Electrical abnormalities with St. Jude/Abbott pacing leads: A systematic review and meta-analysis

Background: Although there is a paucity of contemporary data on pacemaker lead survival rates, small studies suggest that some leads may have higher malfunction rates than do others. Objective: The purpose of this study was to determine the malfunction rates of current pacemaker leads. Methods: A meta-analysis including studies that examined the non–implant-related lead malfunction rates of current commercially available active fixation pacemaker leads was performed. An electronic search of MEDLINE/PubMed, Scopus, and Embase was performed. DerSimonian and Laird random effects models were used. Results: Eight studies with a total of 14,579 leads were included. Abbott accounted for 10,838 (74%), Medtronic 2510 (17%), Boston Scientific 849 (6%), and MicroPort 382 (3%) leads.

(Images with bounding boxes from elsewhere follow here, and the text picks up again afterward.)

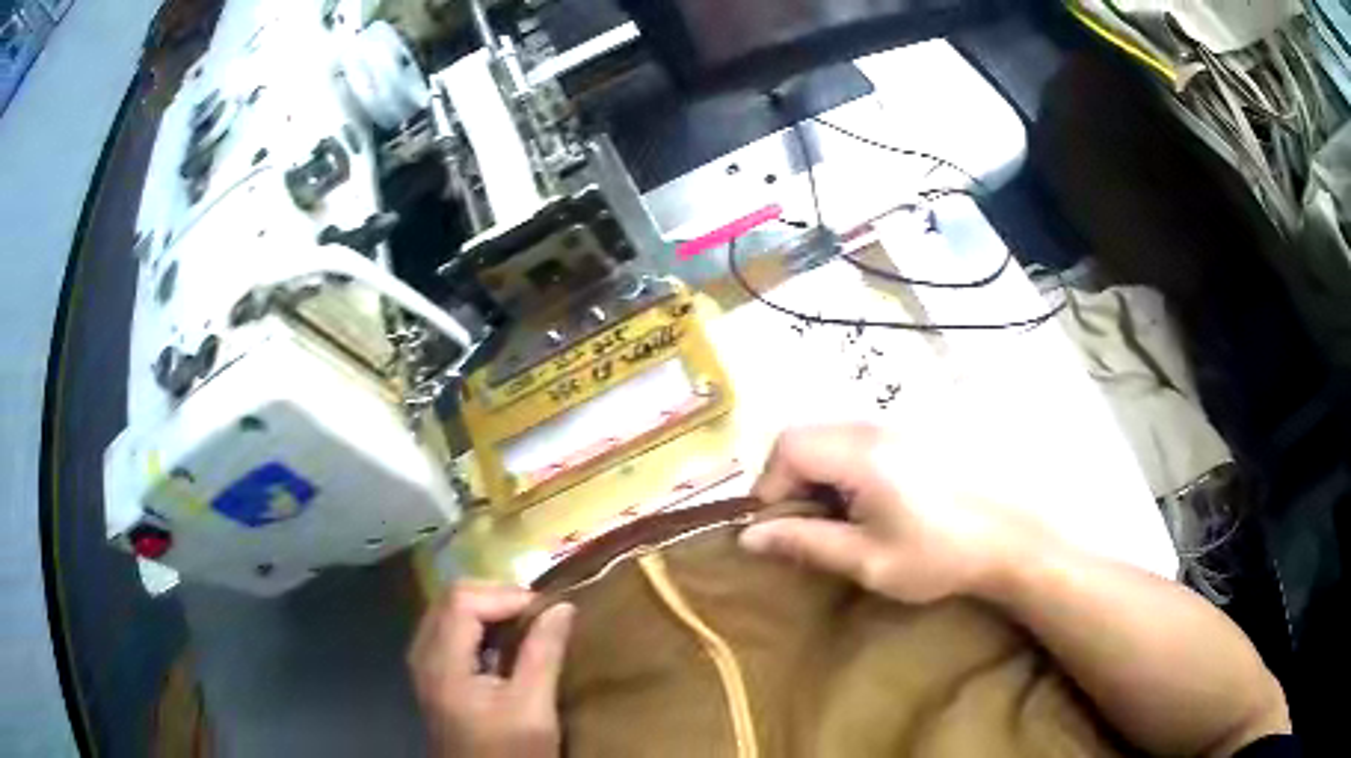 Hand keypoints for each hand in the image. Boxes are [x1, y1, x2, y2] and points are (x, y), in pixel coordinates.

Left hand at [408, 584, 574, 757]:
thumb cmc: (509, 752)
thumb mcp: (532, 708)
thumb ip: (543, 654)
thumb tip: (563, 607)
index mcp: (442, 663)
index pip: (462, 600)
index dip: (505, 595)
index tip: (546, 611)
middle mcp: (423, 654)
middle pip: (451, 598)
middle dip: (496, 596)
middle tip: (538, 614)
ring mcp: (424, 664)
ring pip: (449, 610)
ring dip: (489, 609)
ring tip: (528, 625)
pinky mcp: (433, 673)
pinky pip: (450, 630)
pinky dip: (479, 626)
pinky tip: (506, 644)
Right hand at [739, 423, 1051, 603]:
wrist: (1013, 534)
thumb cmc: (941, 554)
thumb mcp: (869, 560)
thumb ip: (806, 543)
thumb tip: (748, 537)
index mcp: (862, 455)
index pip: (788, 446)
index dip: (769, 485)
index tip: (778, 527)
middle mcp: (876, 427)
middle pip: (807, 434)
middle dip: (791, 478)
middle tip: (807, 524)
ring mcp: (899, 424)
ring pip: (832, 434)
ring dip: (819, 473)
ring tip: (840, 517)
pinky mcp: (917, 431)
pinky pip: (860, 438)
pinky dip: (846, 466)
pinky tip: (871, 501) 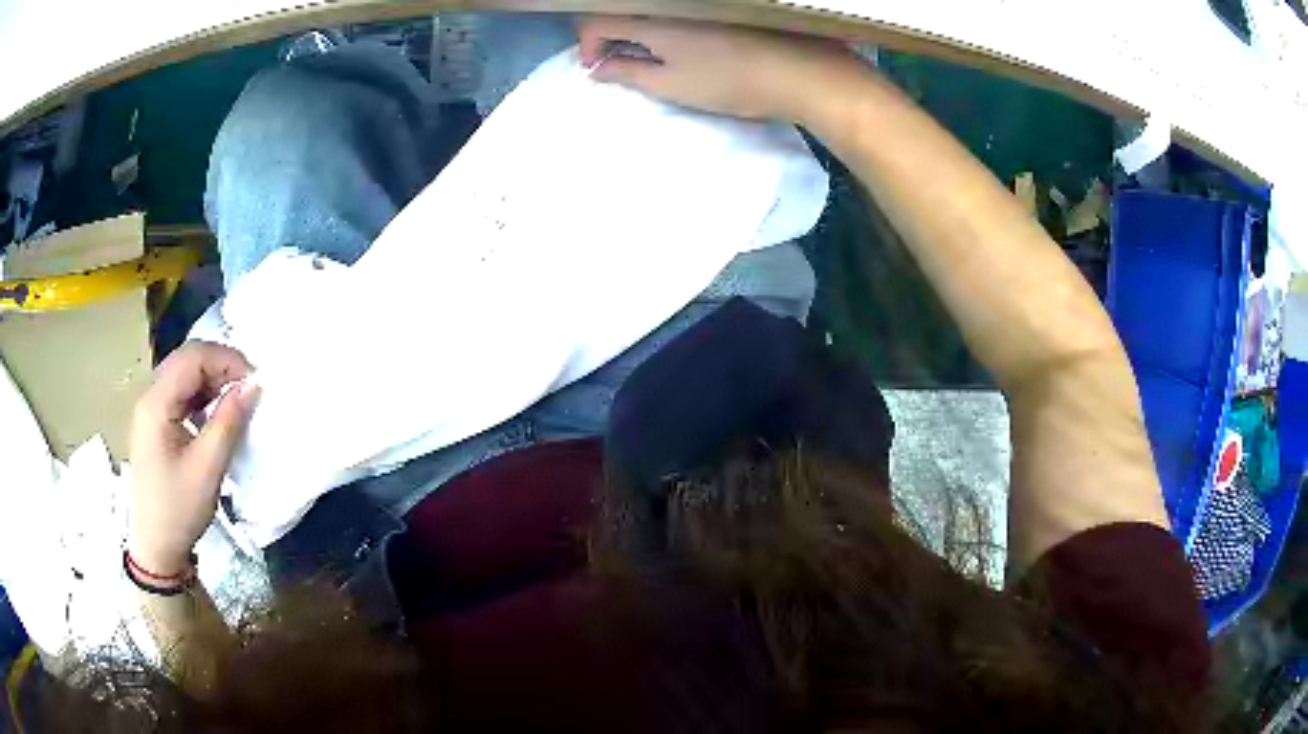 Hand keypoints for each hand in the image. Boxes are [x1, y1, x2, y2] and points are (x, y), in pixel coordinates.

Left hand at [129, 341, 258, 576]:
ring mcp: (150, 411)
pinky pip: (180, 395)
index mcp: (156, 403)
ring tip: (237, 401)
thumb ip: (228, 421)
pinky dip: (202, 396)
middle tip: (249, 389)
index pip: (193, 357)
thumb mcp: (207, 468)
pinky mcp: (155, 425)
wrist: (156, 549)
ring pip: (184, 376)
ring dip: (212, 381)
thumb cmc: (178, 510)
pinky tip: (216, 415)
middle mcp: (149, 397)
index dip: (226, 359)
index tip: (255, 382)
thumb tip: (253, 385)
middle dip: (220, 366)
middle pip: (186, 360)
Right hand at [578, 17, 863, 122]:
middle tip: (620, 64)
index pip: (596, 21)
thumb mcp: (673, 85)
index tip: (597, 69)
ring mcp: (695, 2)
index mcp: (652, 19)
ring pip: (648, 9)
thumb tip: (597, 69)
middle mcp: (668, 2)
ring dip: (636, 31)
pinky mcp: (719, 6)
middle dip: (609, 37)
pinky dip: (663, 25)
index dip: (587, 46)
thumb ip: (628, 74)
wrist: (800, 71)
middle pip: (621, 11)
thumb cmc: (731, 83)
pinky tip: (681, 45)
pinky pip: (674, 9)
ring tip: (651, 58)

The weighted mean follow-up period was 3.6 years. Lead abnormalities occurred in 5.0% of all leads, 6.1% of Abbott leads, 1.1% of Medtronic, 1.4% of Boston Scientific, and 5.5% of MicroPort. The most common lead abnormality was lead noise with normal impedance. Abbott leads were associated with an increased risk of abnormalities (relative risk [RR] 7.81; 95% confidence interval [CI] 3.21–19.04), reprogramming (RR 7.95; 95% CI 3.55–17.82), and lead revision or extraction (RR 8.91; 95% CI 3.36–23.60). Abbott leads connected to an Abbott generator had the highest abnormality rate (8.0%) followed by Abbott leads connected to a non-Abbott generator (4.7%) and non-Abbott leads connected to an Abbott generator (0.4%). Conclusions: Abbott leads are associated with an increased risk of abnormalities compared with leads of other manufacturers, primarily manifesting as lead noise with normal impedance, and are associated with an increased risk of lead reprogramming and lead revision or extraction.